Nur selten gab es Leute, die sowohl die sowjetischen wie die deutschen Lager von innen kennen gelernt hatten. Noch seltener Menschen, die sie überlebt haben: Margarete Buber-Neumann, die aus politischen Gründen in Moskau zur Zwangsarbeit verurteilt worden, um dann, im Gefolge des Hitler-Stalin-Paktes, an die Nazis ausgeliefert, im Frauen-Konzentrationslager Ravensbrück zu landen, hat überlebt und diese Zeit beschrieben. Engelbergs Buch erwähnt sie, weil in einem ihrer Briefe die Verhaftung und de facto Ermordung des KPD-Mitbegründers Hugo Eberlein beschrieben ist.
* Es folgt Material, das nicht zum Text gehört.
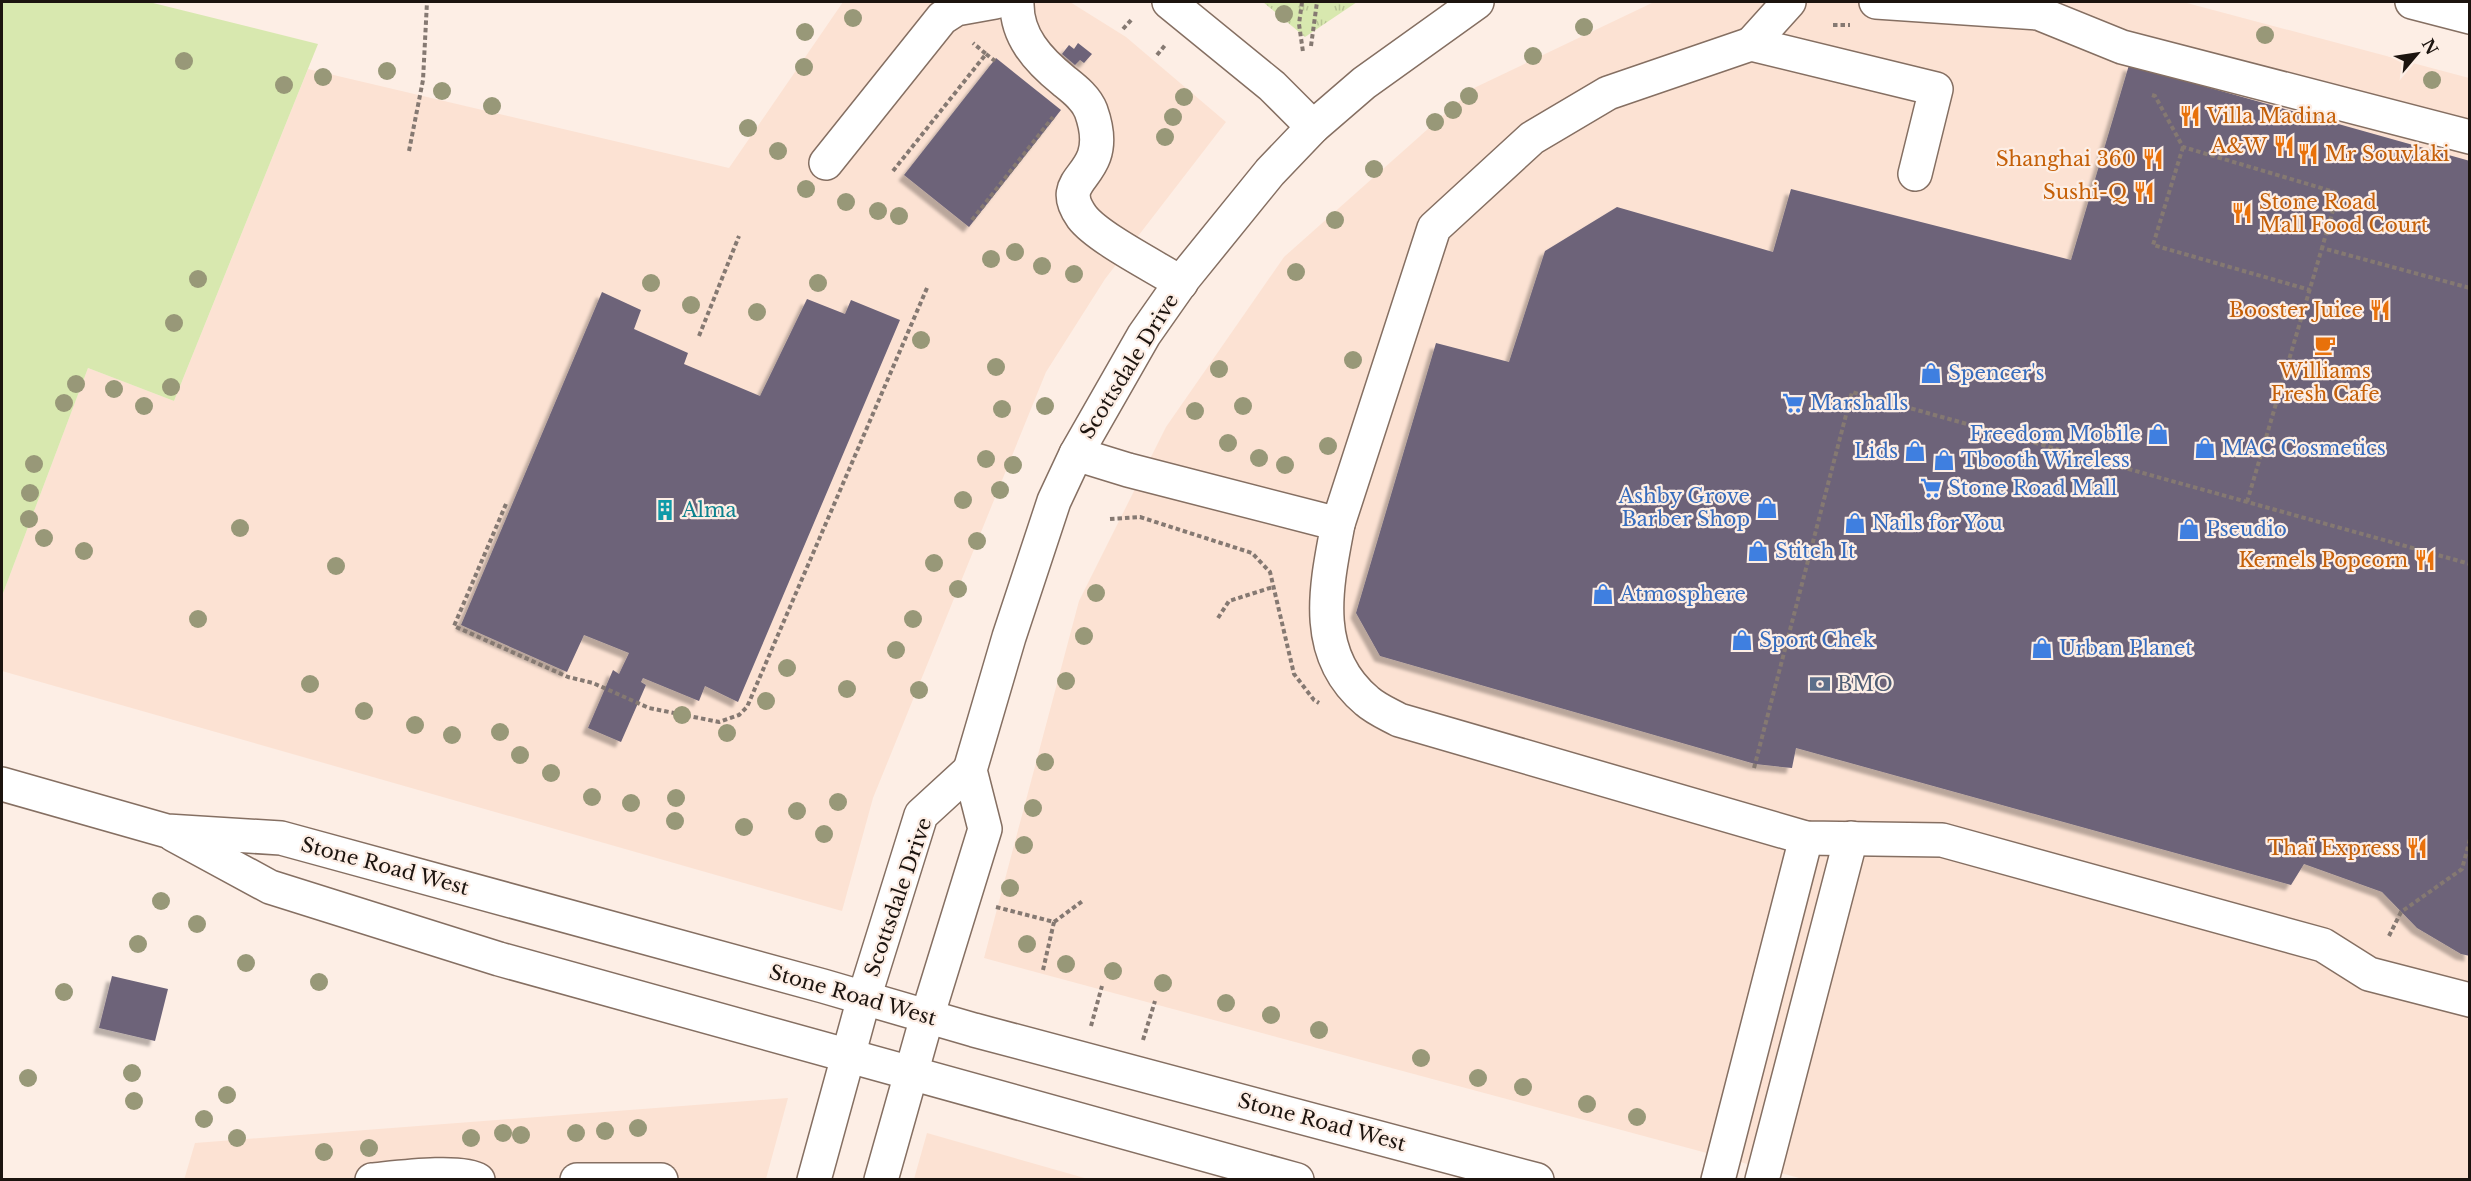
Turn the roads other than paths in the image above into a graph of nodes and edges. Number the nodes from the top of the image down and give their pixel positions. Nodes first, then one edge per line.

Und wieder ist es ein Sohn, der die Zeit bezeugt: Der später nicht unwichtige SED-Funktionär Werner Eberlein, plötzlich ohne Vater und auf sich allein gestellt, erzählt von seinem Schicksal und erinnert, dass er an eine Schuld Stalins nicht glauben wollte. Zuweilen ist es eine Art religiöser Inbrunst, die sich die Opfer rückblickend selber bescheinigen, wenn sie ihr Festhalten an der Sowjetunion begründen wollen. Entscheidend bleibt für sie die Wahl, vor die sie gestellt wurden, die sich rückblickend wie die Wahl zwischen Pest und Cholera ausnimmt und trotz der schweren sowjetischen Verbrechen auch heute noch mit dem historisch notwendigen Kampf gegen Hitler begründet werden kann.
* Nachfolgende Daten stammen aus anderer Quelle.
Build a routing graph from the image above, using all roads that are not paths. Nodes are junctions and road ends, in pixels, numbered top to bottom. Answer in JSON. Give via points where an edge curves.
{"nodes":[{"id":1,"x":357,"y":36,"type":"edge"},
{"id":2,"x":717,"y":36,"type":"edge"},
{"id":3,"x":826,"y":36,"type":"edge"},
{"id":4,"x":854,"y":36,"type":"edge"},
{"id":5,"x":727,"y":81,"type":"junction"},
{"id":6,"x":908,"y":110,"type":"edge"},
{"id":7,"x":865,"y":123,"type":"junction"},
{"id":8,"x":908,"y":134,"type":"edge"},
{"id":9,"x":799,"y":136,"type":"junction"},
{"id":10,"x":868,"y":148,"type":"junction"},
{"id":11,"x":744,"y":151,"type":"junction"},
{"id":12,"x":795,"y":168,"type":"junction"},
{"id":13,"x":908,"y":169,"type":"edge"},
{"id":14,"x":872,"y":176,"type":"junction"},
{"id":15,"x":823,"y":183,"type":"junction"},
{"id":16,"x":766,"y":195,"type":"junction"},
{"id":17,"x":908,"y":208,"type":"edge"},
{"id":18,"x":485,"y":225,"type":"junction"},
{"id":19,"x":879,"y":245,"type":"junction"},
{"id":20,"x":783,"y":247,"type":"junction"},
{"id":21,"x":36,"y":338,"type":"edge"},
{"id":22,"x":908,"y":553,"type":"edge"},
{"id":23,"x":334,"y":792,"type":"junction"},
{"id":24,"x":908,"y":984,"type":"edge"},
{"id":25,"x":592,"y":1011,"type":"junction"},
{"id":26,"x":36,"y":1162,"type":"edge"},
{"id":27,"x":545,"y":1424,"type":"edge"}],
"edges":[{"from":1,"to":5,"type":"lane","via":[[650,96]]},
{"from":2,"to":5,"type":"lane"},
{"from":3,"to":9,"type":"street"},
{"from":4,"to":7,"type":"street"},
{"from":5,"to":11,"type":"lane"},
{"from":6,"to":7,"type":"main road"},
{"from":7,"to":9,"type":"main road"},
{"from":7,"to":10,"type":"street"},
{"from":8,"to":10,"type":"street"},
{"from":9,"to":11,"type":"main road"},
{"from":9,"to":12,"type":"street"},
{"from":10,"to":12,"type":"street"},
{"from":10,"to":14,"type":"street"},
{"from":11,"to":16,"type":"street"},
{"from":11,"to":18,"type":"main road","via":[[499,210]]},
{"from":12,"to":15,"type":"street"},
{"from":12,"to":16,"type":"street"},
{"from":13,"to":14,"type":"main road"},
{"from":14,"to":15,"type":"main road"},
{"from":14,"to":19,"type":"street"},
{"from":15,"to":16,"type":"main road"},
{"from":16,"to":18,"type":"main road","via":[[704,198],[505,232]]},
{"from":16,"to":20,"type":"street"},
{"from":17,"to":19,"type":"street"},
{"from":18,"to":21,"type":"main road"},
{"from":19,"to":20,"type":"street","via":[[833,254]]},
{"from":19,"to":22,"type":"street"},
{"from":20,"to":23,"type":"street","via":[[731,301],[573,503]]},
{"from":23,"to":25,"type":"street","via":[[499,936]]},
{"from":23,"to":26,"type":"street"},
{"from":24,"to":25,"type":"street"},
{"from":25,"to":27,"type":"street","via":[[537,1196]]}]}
Engelberg, der selten eine eigene Position bezieht und lieber seine Zeugen erzählen lässt, gerät zu keiner Zeit in Versuchung, die beiden Schreckensherrschaften gleichzusetzen. Auch wenn die Ähnlichkeiten unverkennbar sind, bleibt gegenwärtig, welche der beiden Länder den Weltkrieg begonnen und welches die industrielle Vernichtung von Menschen, ihrer Rasse wegen, exekutiert hat. Aber gerade dieser Unterscheidung wegen und der anderen, besseren Ziele des Sozialismus, will der Autor hartnäckig erfahren, woher die gigantischen Deformationen einer humanen Idee rühren und gelangt mit seinen Zeitzeugen zu vielen Schlüssen, aber nicht zu einem einzigen, summarisch klärenden. Ein wenig resigniert konstatiert er, dass im Stoff von gestern die Fragen von heute erscheinen. Es ist viel Mühe, Blut und Leid, die uns der erste Feldversuch, Sozialismus zu gestalten, hinterlassen hat. Immerhin ermuntert uns der Titel des Buches, die Niederlagen als Aufforderung zu weiterem Kampf zu begreifen. Es kann sich dabei nur um jene Sorte Kampf handeln, der den Glauben durch den Zweifel als Ferment der Handlung ersetzt.